=== Collection entries ===
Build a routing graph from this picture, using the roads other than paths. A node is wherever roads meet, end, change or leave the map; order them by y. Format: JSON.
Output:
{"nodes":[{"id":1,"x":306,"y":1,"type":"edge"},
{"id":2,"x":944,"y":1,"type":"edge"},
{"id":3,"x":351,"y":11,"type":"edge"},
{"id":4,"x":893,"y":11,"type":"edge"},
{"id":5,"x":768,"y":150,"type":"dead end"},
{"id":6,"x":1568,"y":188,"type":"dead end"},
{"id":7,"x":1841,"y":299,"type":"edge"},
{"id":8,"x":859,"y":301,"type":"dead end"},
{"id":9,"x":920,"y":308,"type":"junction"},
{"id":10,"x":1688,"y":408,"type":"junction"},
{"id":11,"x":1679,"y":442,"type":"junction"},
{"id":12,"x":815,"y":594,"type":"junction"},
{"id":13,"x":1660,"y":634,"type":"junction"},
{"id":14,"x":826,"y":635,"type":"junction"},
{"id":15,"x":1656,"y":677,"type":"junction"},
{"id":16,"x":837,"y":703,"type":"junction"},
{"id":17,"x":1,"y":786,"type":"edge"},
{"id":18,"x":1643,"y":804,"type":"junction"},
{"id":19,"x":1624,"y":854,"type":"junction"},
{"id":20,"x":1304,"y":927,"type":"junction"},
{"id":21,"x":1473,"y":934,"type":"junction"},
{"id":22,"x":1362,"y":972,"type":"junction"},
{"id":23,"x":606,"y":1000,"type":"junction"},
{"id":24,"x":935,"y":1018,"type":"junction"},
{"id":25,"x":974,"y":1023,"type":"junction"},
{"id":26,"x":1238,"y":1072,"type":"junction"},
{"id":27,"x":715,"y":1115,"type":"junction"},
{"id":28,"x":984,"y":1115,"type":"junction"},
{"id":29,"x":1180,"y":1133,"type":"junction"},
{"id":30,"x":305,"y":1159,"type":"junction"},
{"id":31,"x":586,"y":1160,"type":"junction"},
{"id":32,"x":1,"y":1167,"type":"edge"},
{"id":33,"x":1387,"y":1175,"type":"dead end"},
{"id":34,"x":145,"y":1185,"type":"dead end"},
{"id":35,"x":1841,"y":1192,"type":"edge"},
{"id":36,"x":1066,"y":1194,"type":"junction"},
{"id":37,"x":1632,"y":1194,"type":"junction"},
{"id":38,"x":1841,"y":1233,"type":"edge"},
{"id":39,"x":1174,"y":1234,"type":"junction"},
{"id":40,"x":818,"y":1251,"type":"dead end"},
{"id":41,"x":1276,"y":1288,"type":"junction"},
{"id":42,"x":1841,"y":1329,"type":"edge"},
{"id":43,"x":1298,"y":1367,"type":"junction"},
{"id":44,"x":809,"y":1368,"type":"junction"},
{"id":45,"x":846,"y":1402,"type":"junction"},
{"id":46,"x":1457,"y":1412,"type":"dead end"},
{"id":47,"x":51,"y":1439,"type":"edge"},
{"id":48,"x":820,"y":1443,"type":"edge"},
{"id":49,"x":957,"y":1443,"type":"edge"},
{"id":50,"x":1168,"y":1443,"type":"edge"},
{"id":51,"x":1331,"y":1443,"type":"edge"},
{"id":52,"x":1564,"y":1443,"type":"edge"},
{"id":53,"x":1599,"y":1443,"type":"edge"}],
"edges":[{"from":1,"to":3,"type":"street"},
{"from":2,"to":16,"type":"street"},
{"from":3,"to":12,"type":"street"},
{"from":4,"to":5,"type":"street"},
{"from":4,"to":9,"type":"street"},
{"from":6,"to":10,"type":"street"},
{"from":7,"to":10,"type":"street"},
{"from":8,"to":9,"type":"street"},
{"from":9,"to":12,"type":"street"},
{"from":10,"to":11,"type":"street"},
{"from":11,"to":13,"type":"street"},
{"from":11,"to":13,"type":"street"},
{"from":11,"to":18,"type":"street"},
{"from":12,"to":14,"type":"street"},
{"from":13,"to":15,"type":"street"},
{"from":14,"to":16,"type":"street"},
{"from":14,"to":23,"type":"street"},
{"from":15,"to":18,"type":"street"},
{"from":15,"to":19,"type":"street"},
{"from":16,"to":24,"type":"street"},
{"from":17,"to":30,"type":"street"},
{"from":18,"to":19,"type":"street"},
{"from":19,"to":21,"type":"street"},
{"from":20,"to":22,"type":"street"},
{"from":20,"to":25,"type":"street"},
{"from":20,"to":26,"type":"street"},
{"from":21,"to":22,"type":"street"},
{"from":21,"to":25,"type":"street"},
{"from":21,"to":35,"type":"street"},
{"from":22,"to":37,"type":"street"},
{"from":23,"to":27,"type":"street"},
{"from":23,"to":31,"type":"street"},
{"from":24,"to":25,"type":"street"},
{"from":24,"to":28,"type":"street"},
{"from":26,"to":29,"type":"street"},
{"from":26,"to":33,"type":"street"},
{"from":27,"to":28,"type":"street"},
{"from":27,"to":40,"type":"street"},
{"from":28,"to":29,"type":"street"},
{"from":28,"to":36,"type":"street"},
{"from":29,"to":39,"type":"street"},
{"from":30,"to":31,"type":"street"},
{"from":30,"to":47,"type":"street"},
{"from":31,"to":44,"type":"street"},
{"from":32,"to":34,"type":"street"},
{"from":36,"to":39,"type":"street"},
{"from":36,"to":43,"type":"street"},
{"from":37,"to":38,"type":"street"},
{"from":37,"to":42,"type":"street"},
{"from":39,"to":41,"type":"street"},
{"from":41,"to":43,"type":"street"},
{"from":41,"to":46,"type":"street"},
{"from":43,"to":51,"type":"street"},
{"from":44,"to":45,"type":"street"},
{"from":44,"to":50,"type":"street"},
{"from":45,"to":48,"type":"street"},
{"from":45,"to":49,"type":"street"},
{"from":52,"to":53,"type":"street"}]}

=== Exercise instructions ===
Each entry above should be repeated exactly, with no line left out.

=== Solved exercise ===
Build a routing graph from this picture, using the roads other than paths. A node is wherever roads meet, end, change or leave the map; order them by y. Format: JSON.
Output:
{"nodes":[{"id":1,"x":306,"y":1,"type":"edge"},
{"id":2,"x":944,"y":1,"type":"edge"},
{"id":3,"x":351,"y":11,"type":"edge"},
{"id":4,"x":893,"y":11,"type":"edge"},
{"id":5,"x":768,"y":150,"type":"dead end"},
{"id":6,"x":1568,"y":188,"type":"dead end"},
{"id":7,"x":1841,"y":299,"type":"edge"},
{"id":8,"x":859,"y":301,"type":"dead end"},
{"id":9,"x":920,"y":308,"type":"junction"},
{"id":10,"x":1688,"y":408,"type":"junction"},
{"id":11,"x":1679,"y":442,"type":"junction"},
{"id":12,"x":815,"y":594,"type":"junction"},
{"id":13,"x":1660,"y":634,"type":"junction"},
{"id":14,"x":826,"y":635,"type":"junction"},
{"id":15,"x":1656,"y":677,"type":"junction"},
{"id":16,"x":837,"y":703,"type":"junction"},
{"id":17,"x":1,"y":786,"type":"edge"},
{"id":18,"x":1643,"y":804,"type":"junction"},
{"id":19,"x":1624,"y":854,"type":"junction"},
{"id":20,"x":1304,"y":927,"type":"junction"},
{"id":21,"x":1473,"y":934,"type":"junction"},
{"id":22,"x":1362,"y":972,"type":"junction"},
{"id":23,"x":606,"y":1000,"type":"junction"},
{"id":24,"x":935,"y":1018,"type":"junction"},
{"id":25,"x":974,"y":1023,"type":"junction"},
{"id":26,"x":1238,"y":1072,"type":"junction"},
{"id":27,"x":715,"y":1115,"type":"junction"},
{"id":28,"x":984,"y":1115,"type":"junction"},
{"id":29,"x":1180,"y":1133,"type":"junction"},
{"id":30,"x":305,"y":1159,"type":"junction"},
{"id":31,"x":586,"y":1160,"type":"junction"},
{"id":32,"x":1,"y":1167,"type":"edge"},
{"id":33,"x":1387,"y":1175,"type":"dead end"},
{"id":34,"x":145,"y":1185,"type":"dead end"},
{"id":35,"x":1841,"y":1192,"type":"edge"},
{"id":36,"x":1066,"y":1194,"type":"junction"},
{"id":37,"x":1632,"y":1194,"type":"junction"},
{"id":38,"x":1841,"y":1233,"type":"edge"},
{"id":39,"x":1174,"y":1234,"type":"junction"},
{"id":40,"x":818,"y":1251,"type":"dead end"},
{"id":41,"x":1276,"y":1288,"type":"junction"},
{"id":42,"x":1841,"y":1329,"type":"edge"},
{"id":43,"x":1298,"y":1367,"type":"junction"},
{"id":44,"x":809,"y":1368,"type":"junction"},
{"id":45,"x":846,"y":1402,"type":"junction"},
{"id":46,"x":1457,"y":1412,"type":"dead end"},
{"id":47,"x":51,"y":1439,"type":"edge"},
{"id":48,"x":820,"y":1443,"type":"edge"},
{"id":49,"x":957,"y":1443,"type":"edge"},
{"id":50,"x":1168,"y":1443,"type":"edge"},
{"id":51,"x":1331,"y":1443,"type":"edge"},
{"id":52,"x":1564,"y":1443,"type":"edge"},
{"id":53,"x":1599,"y":1443,"type":"edge"}],
"edges":[{"from":1,"to":3,"type":"street"},
{"from":2,"to":16,"type":"street"},
{"from":3,"to":12,"type":"street"},
{"from":4,"to":5,"type":"street"},
{"from":4,"to":9,"type":"street"},
{"from":6,"to":10,"type":"street"},
{"from":7,"to":10,"type":"street"},
{"from":8,"to":9,"type":"street"},
{"from":9,"to":12,"type":"street"},
{"from":10,"to":11,"type":"street"},
{"from":11,"to":13,"type":"street"},
{"from":11,"to":13,"type":"street"},
{"from":11,"to":18,"type":"street"},
{"from":12,"to":14,"type":"street"},
{"from":13,"to":15,"type":"street"},
{"from":14,"to":16,"type":"street"},
{"from":14,"to":23,"type":"street"},
{"from":15,"to":18,"type":"street"},
{"from":15,"to":19,"type":"street"},
{"from":16,"to":24,"type":"street"},
{"from":17,"to":30,"type":"street"},
{"from":18,"to":19,"type":"street"},
{"from":19,"to":21,"type":"street"},
{"from":20,"to":22,"type":"street"},
{"from":20,"to":25,"type":"street"},
{"from":20,"to":26,"type":"street"},
{"from":21,"to":22,"type":"street"},
{"from":21,"to":25,"type":"street"},
{"from":21,"to":35,"type":"street"},
{"from":22,"to":37,"type":"street"},
{"from":23,"to":27,"type":"street"},
{"from":23,"to":31,"type":"street"},
{"from":24,"to":25,"type":"street"},
{"from":24,"to":28,"type":"street"},
{"from":26,"to":29,"type":"street"},
{"from":26,"to":33,"type":"street"},
{"from":27,"to":28,"type":"street"},
{"from":27,"to":40,"type":"street"},
{"from":28,"to":29,"type":"street"},
{"from":28,"to":36,"type":"street"},
{"from":29,"to":39,"type":"street"},
{"from":30,"to":31,"type":"street"},
{"from":30,"to":47,"type":"street"},
{"from":31,"to":44,"type":"street"},
{"from":32,"to":34,"type":"street"},
{"from":36,"to":39,"type":"street"},
{"from":36,"to":43,"type":"street"},
{"from":37,"to":38,"type":"street"},
{"from":37,"to":42,"type":"street"},
{"from":39,"to":41,"type":"street"},
{"from":41,"to":43,"type":"street"},
{"from":41,"to":46,"type":"street"},
{"from":43,"to":51,"type":"street"},
{"from":44,"to":45,"type":"street"},
{"from":44,"to":50,"type":"street"},
{"from":45,"to":48,"type":"street"},
{"from":45,"to":49,"type":"street"},
{"from":52,"to":53,"type":"street"}]}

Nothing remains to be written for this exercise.